Picture of Hendrik Mäkeler

Hendrik Mäkeler

Born 1979 in Rinteln (Lower Saxony, Germany). 1999 to 2004 studies in Medieval and Modern History, Scandinavian languages and Northern Archaeology at the University of Kiel. 2002 to 2004 scholarship from Studienstiftung des Deutschen Volkes.

8 December 2004 Master’s degree from the University of Kiel (Master thesis “The account book of the printmaster Peter Drach of Speyer (c. 1450-1504)”).

28 January 2008 PhD from the University of Kiel (Dissertation “Imperial coinage in the later Middle Ages”).

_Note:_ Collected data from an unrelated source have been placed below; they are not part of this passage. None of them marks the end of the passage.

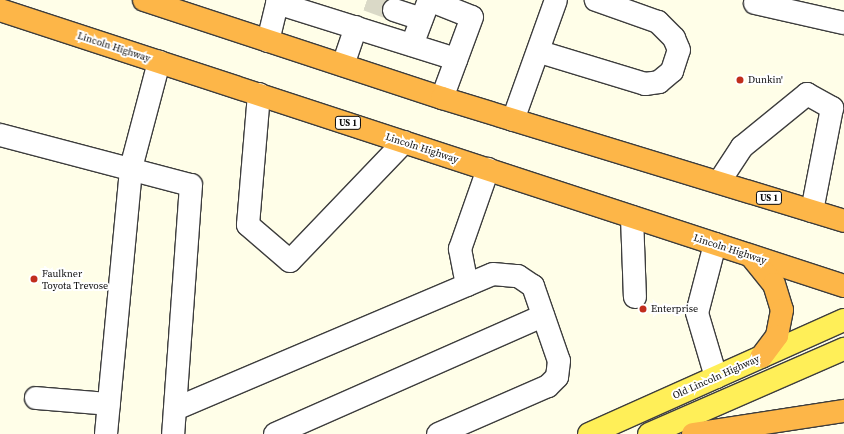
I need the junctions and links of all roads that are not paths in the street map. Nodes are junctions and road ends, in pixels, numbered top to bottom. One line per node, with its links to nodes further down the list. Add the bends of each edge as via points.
1 (144, 0): 12 (highway, US 1)
2 (556, 0): 14 (lane)
3 (596, 0): 14 (lane, via 658,22 674,38 679,50 672,71 659,82 645,84)
4 (277, 2): 7 (lane); 12 (lane)
5 (755, 3): 10 (lane)
6 (427, 6): 9 (lane); 13 (lane); 15 (lane, via 472,17)
7 (323, 8): 11 (lane)
8 (0, 10): 16 (highway, Lincoln Highway / US 1)
9 (394, 10)
10 (844, 23)
11 (356, 27): 13 (lane); 17 (lane)
12 (268, 40): 17 (highway, US 1)
13 (412, 45): 15 (lane)
14 (540, 52): 20 (lane)
15 (456, 59): 19 (lane)
16 (159, 62): 18 (highway, Lincoln Highway / US 1); 23 (lane)
17 (343, 65): 19 (highway, US 1)
18 (259, 94): 22 (highway, Lincoln Highway / US 1); 22 (lane, via 248,225 290,261)
19 (442, 98): 20 (highway, US 1)
20 (513, 120): 25 (highway, US 1)
21 (0, 135): 23 (lane)
22 (404, 142): 24 (highway, Lincoln Highway / US 1)
23 (131, 168): 40 (lane); 41 (lane, via 192,185)
24 (488, 169): 27 (highway, Lincoln Highway / US 1); 31 (lane, via 460,249)
25 (719, 182): 26 (highway, US 1); 26 (lane, via 742,147 807,94 832,108)
26 (812, 211): 28 (highway, US 1)
27 (632, 217): 29 (highway, Lincoln Highway / US 1); 33 (lane)
28 (844, 220)
29 (715, 244): 30 (highway, Lincoln Highway / US 1); 38 (lane, via 697,313)
30 (750, 255): 32 (highway, Lincoln Highway / US 1); 37 (highway, via 774,284 782,310 777,336)
31 (467, 285): 34 (lane, via 493,274 518,276 533,286); 41 (lane)
32 (844, 286)
33 (635, 297)
34 (543, 316): 45 (lane); 46 (lane, via 559,361 557,377 548,386)
35 (844, 320): 37 (main road, Old Lincoln Highway)
36 (844, 349): 48 (main road)
37 (761, 357): 38 (main road, Old Lincoln Highway)
38 (716, 377): 47 (main road, Old Lincoln Highway)
39 (36, 398): 40 (lane)
40 (109, 404): 43 (lane)
41 (175, 409): 44 (lane)
42 (844, 411): 49 (highway)
43 (106, 434)
44 (173, 434)
45 (275, 434)
46 (438, 434)
47 (589, 434)
48 (650, 434)
49 (692, 434)

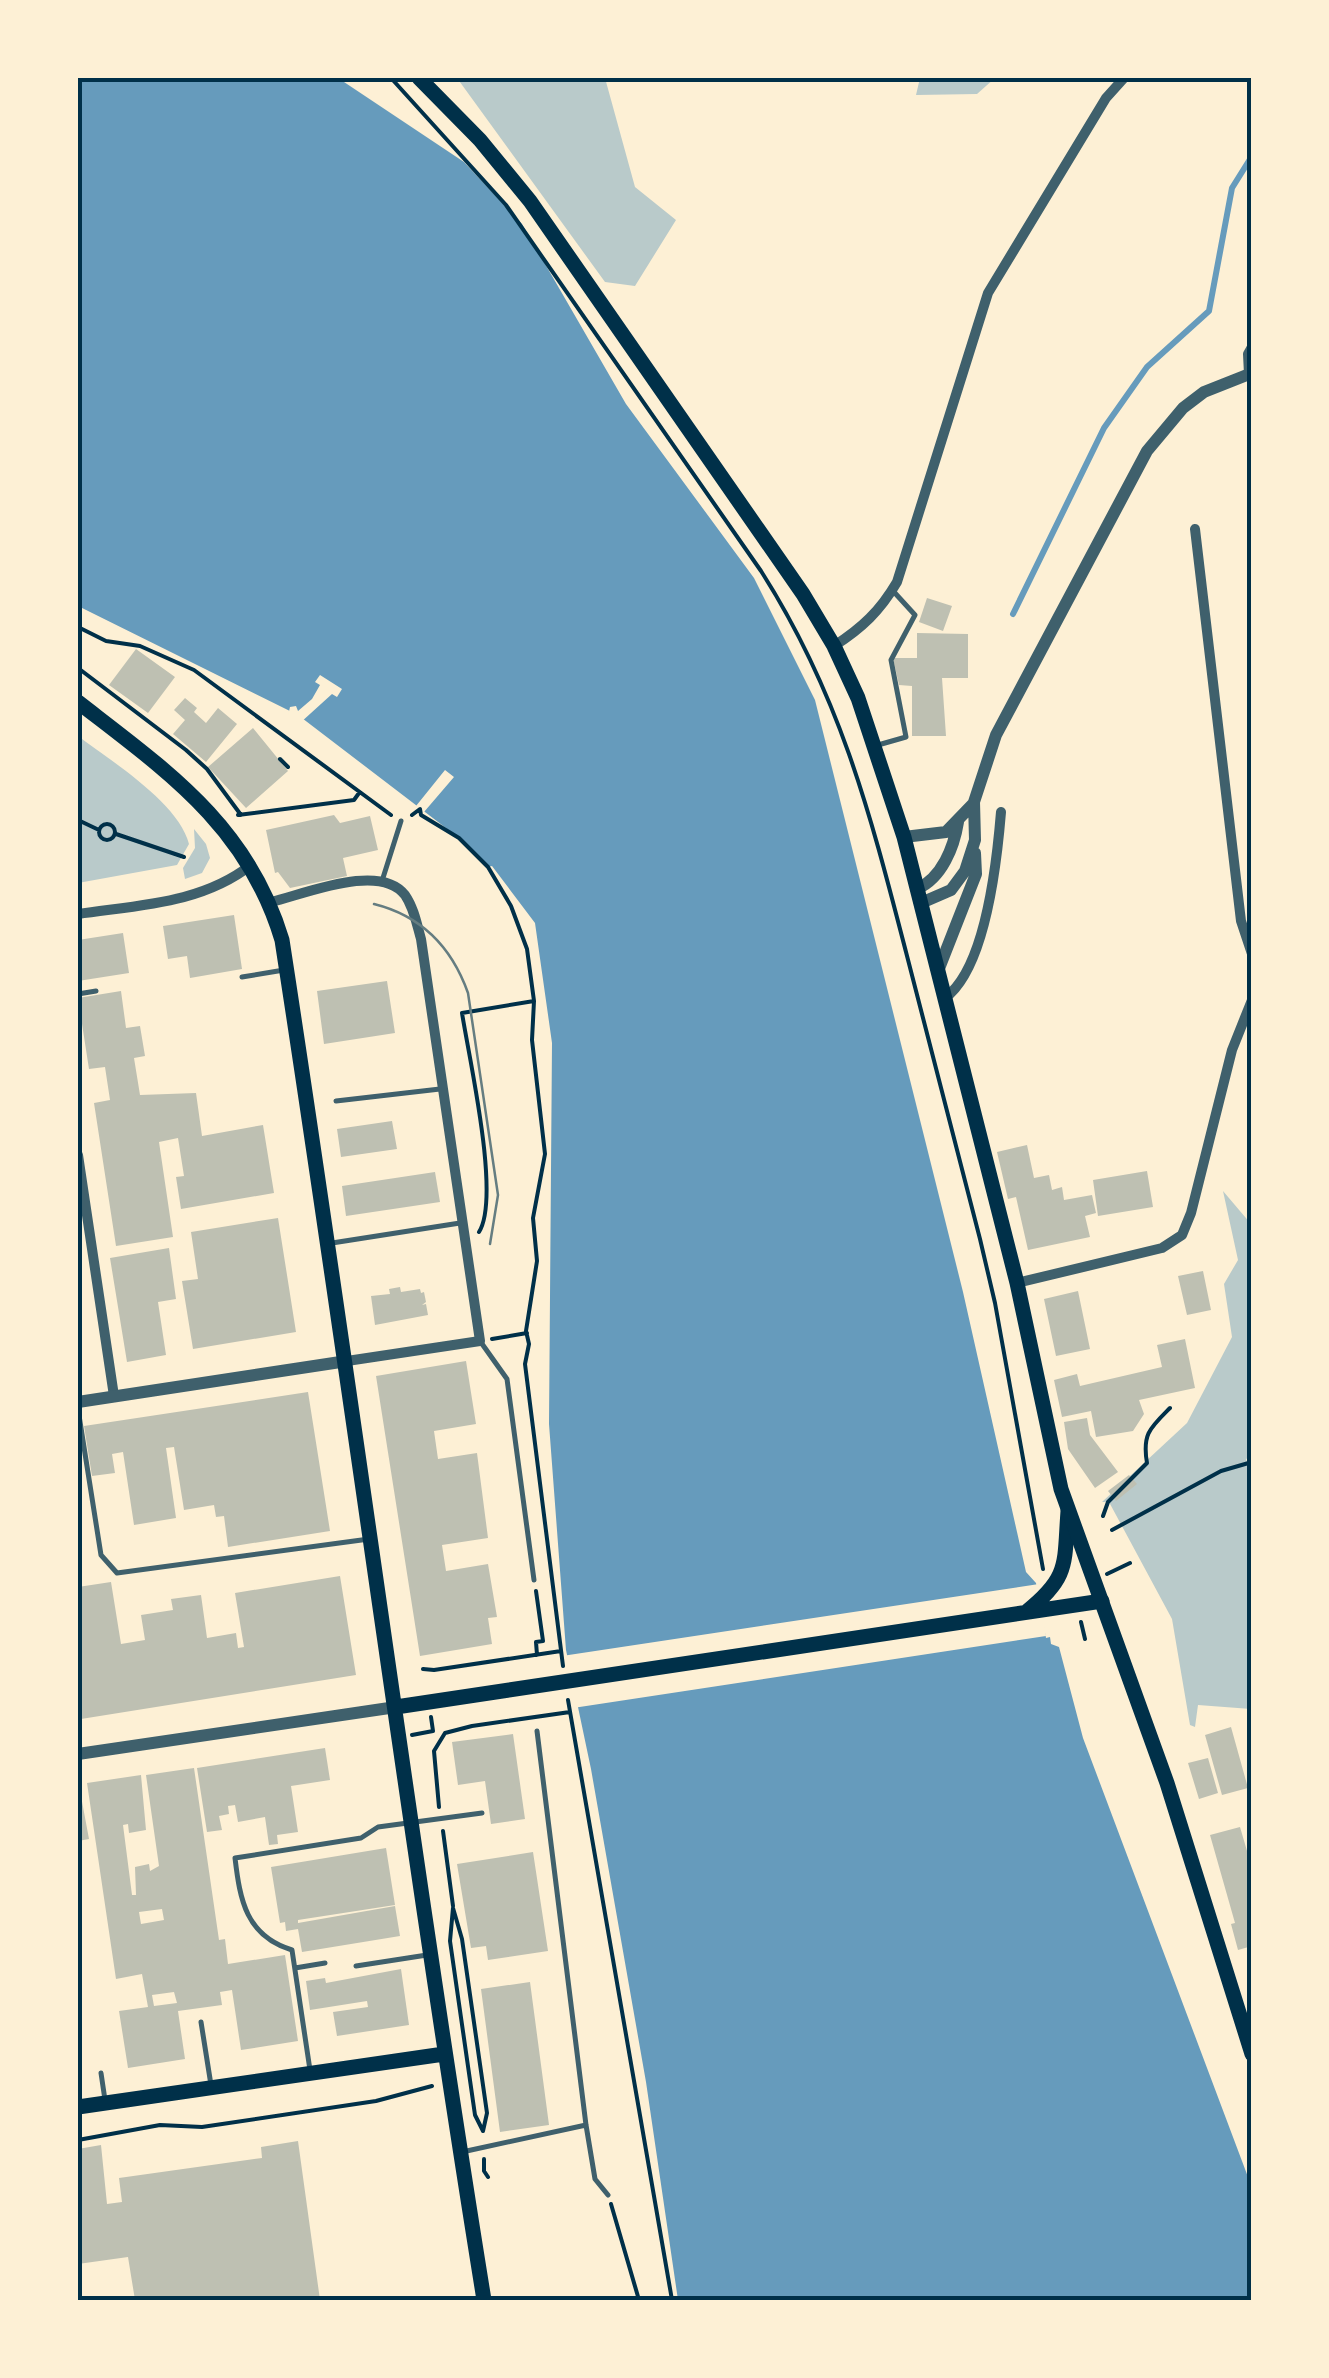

2001 research assistant with the Residenzen-Kommission der Akademie der Wissenschaften in Göttingen. 2002 to 2005 research assistant with the Professur für Wirtschafts- und Sozialgeschichte (Professor Dr. Gerhard Fouquet). April to June 2005 deputizing Assistant Keeper at Den kongelige Mønt- og Medaillesamling, National Museum, Copenhagen (Denmark). February 2006 to August 2008 Instructor (since April 2008 Assistant Professor) with the Professur für Wirtschafts- und Sozialgeschichte (Professor Dr. Gerhard Fouquet) of the University of Kiel. Since September 2008 Keeper of the Uppsala University Coin Cabinet (Sweden).